#### YOUR TASK:
Scan the entries and copy each line where the word "Main" is present.

#### GIVEN ENTRIES:
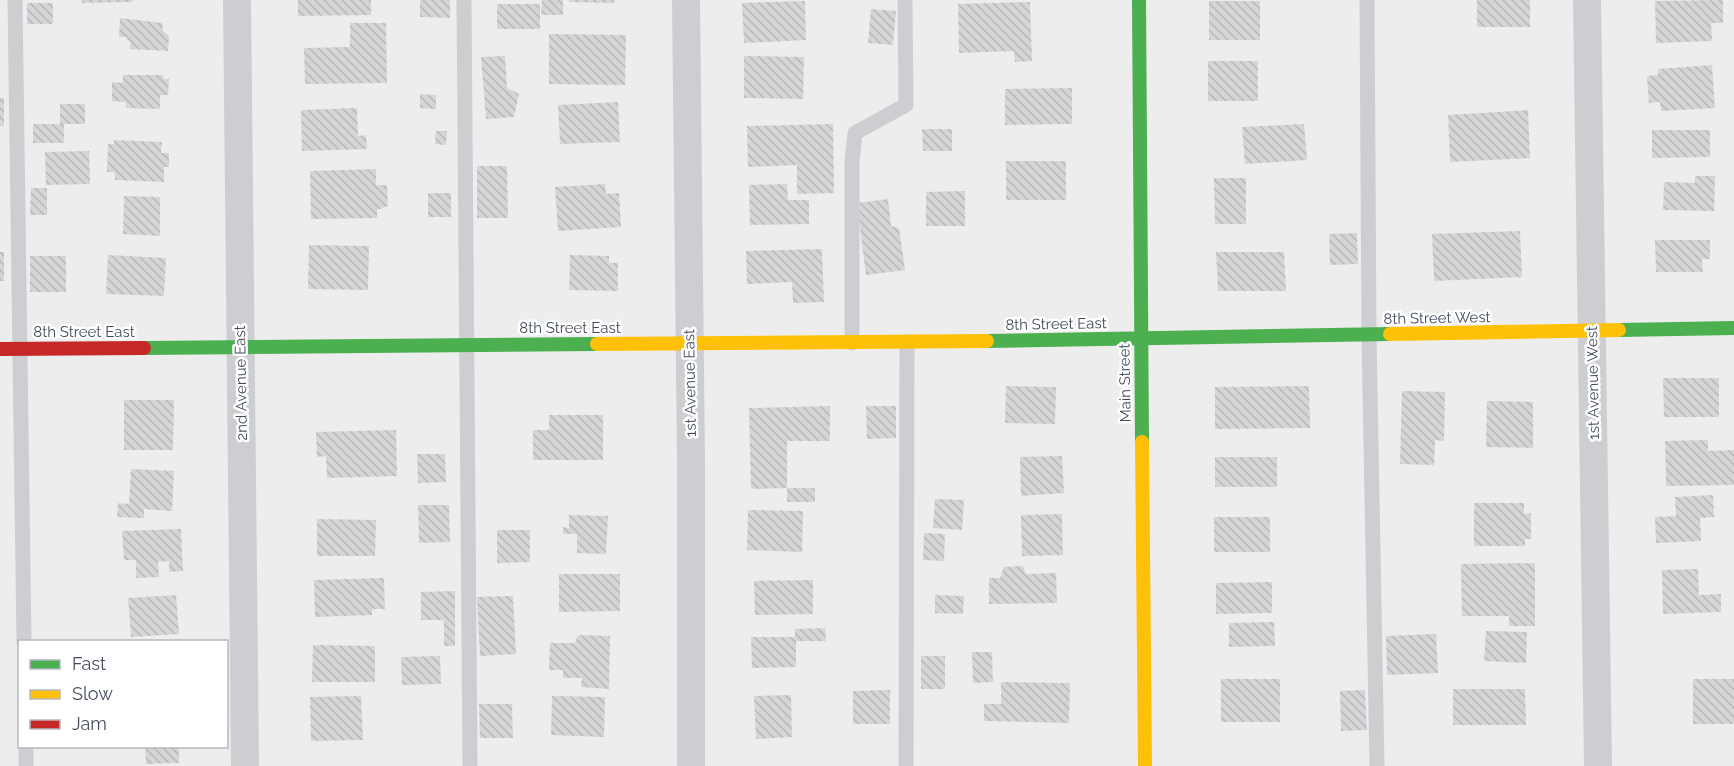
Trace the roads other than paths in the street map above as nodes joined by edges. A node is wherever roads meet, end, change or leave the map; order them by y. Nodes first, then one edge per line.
1 (15, 0) edge
2 (237, 0) edge
3 (464, 0) edge
4 (686, 0) edge
5 (905, 0) edge
6 (1139, 0) edge
7 (1367, 0) edge
8 (1587, 0) edge
9 (1734, 328) edge
10 (1592, 331) junction
11 (1370, 336) junction
12 (1141, 339) junction
13 (907, 342) junction
14 (852, 343) junction
15 (689, 344) junction
16 (465, 346) junction
17 (240, 347) junction
18 (0, 349) edge
19 (20, 349) junction
20 (24, 640) edge
21 (26, 748) edge
22 (26, 766) edge
23 (246, 766) edge
24 (470, 766) edge
25 (691, 766) edge
26 (906, 766) edge
27 (1144, 766) edge
28 (1377, 766) edge
29 (1598, 766) edge

1 - 19 lane
2 - 17 street, 2nd Avenue East
3 - 16 lane
4 - 15 street, 1st Avenue East
5 - 14 lane
6 - 12 street, Main Street
7 - 11 lane
8 - 10 street, 1st Avenue West
9 - 10 street, 8th Street West
10 - 11 street, 8th Street West
10 - 29 street, 1st Avenue West
11 - 12 street, 8th Street West
11 - 28 lane
12 - 13 street, 8th Street East
12 - 27 street, Main Street
13 - 14 street, 8th Street East
13 - 26 lane
14 - 15 street, 8th Street East
15 - 16 street, 8th Street East
15 - 25 street, 1st Avenue East
16 - 17 street, 8th Street East
16 - 24 lane
17 - 19 street, 8th Street East
17 - 23 street, 2nd Avenue East
18 - 19 street, 8th Street East
19 - 20 lane
21 - 22 lane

#### TASK ANSWER:
6 - 12 street, Main Street
12 - 27 street, Main Street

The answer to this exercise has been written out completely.